DATASET CONTENT Block Start
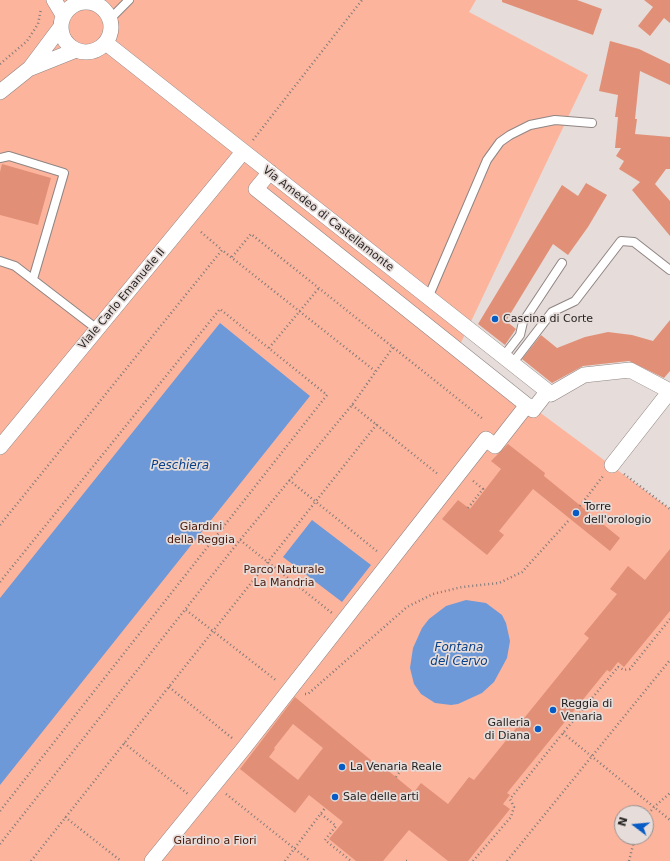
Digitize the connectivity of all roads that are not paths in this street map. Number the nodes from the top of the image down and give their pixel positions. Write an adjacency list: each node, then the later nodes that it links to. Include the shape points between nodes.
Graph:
1 (129, 0): 4 (lane)
2 (48, 2): 3 (street)
3 (73, 8): 4 (street, via 101,6); 6 (street, via 65,41); 7 (street)
4 (110, 19): 5 (street, via 111,31)
5 (106, 43): 6 (street, via 92,51); 10 (street, Via Amedeo di Castellamonte)
6 (76, 50): 7 (street)
7 (30, 68): 8 (street)
8 (0, 92)
9 (592, 123): 17 (lane, via 555,120 530,125 500,142 487,160)
10 (243, 152): 12 (street, Via Amedeo di Castellamonte); 18 (street, Viale Carlo Emanuele II)
11 (0, 158): 16 (lane, via 9,156 64,173)
12 (270, 172): 17 (street, Via Amedeo di Castellamonte); 22 (street, via 256,189)
13 (0, 261): 16 (lane, via 15,266)
14 (562, 263): 19 (lane, via 523,322 520,335)
15 (670, 270): 19 (lane, via 634,242 621,241 575,301 552,312)
16 (33, 280): 18 (lane)
17 (428, 298): 19 (street, Via Amedeo di Castellamonte)
18 (98, 329): 23 (street, Viale Carlo Emanuele II)
19 (507, 360): 21 (street, Via Amedeo di Castellamonte)
20 (670, 391): 21 (street, via 630,370 584,375); 24 (street)
21 (549, 393): 22 (street, via 533,410)
22 (527, 405): 25 (street, via 495,446 486,439 342,621 295,691 244,748)
23 (0, 447)
24 (612, 465)
25 (152, 861)

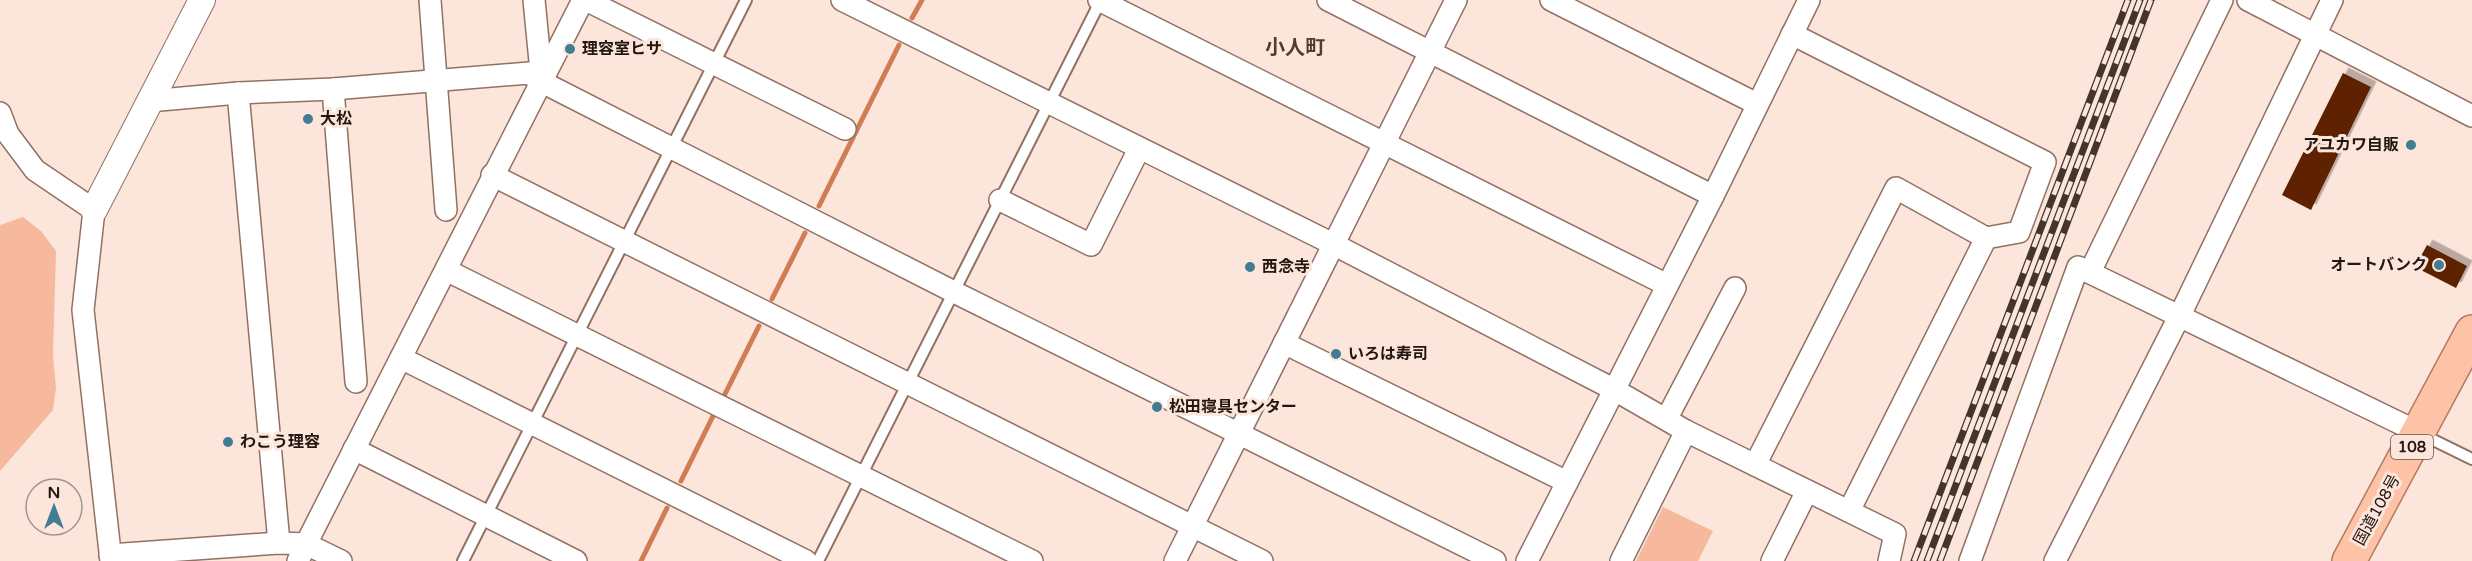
DATASET CONTENT Block End
» YOUR TASK: What you write should match the entries exactly, except that the pictures are dropped.

» TASK SOLUTION:
Digitize the connectivity of all roads that are not paths in this street map. Number the nodes from the top of the image down and give their pixel positions. Write an adjacency list: each node, then the later nodes that it links to. Include the shape points between nodes.
Graph:
1 (129, 0): 4 (lane)
2 (48, 2): 3 (street)
3 (73, 8): 4 (street, via 101,6); 6 (street, via 65,41); 7 (street)
4 (110, 19): 5 (street, via 111,31)
5 (106, 43): 6 (street, via 92,51); 10 (street, Via Amedeo di Castellamonte)
6 (76, 50): 7 (street)
7 (30, 68): 8 (street)
8 (0, 92)
9 (592, 123): 17 (lane, via 555,120 530,125 500,142 487,160)
10 (243, 152): 12 (street, Via Amedeo di Castellamonte); 18 (street, Viale Carlo Emanuele II)
11 (0, 158): 16 (lane, via 9,156 64,173)
12 (270, 172): 17 (street, Via Amedeo di Castellamonte); 22 (street, via 256,189)
13 (0, 261): 16 (lane, via 15,266)
14 (562, 263): 19 (lane, via 523,322 520,335)
15 (670, 270): 19 (lane, via 634,242 621,241 575,301 552,312)
16 (33, 280): 18 (lane)
17 (428, 298): 19 (street, Via Amedeo di Castellamonte)
18 (98, 329): 23 (street, Viale Carlo Emanuele II)
19 (507, 360): 21 (street, Via Amedeo di Castellamonte)
20 (670, 391): 21 (street, via 630,370 584,375); 24 (street)
21 (549, 393): 22 (street, via 533,410)
22 (527, 405): 25 (street, via 495,446 486,439 342,621 295,691 244,748)
23 (0, 447)
24 (612, 465)
25 (152, 861)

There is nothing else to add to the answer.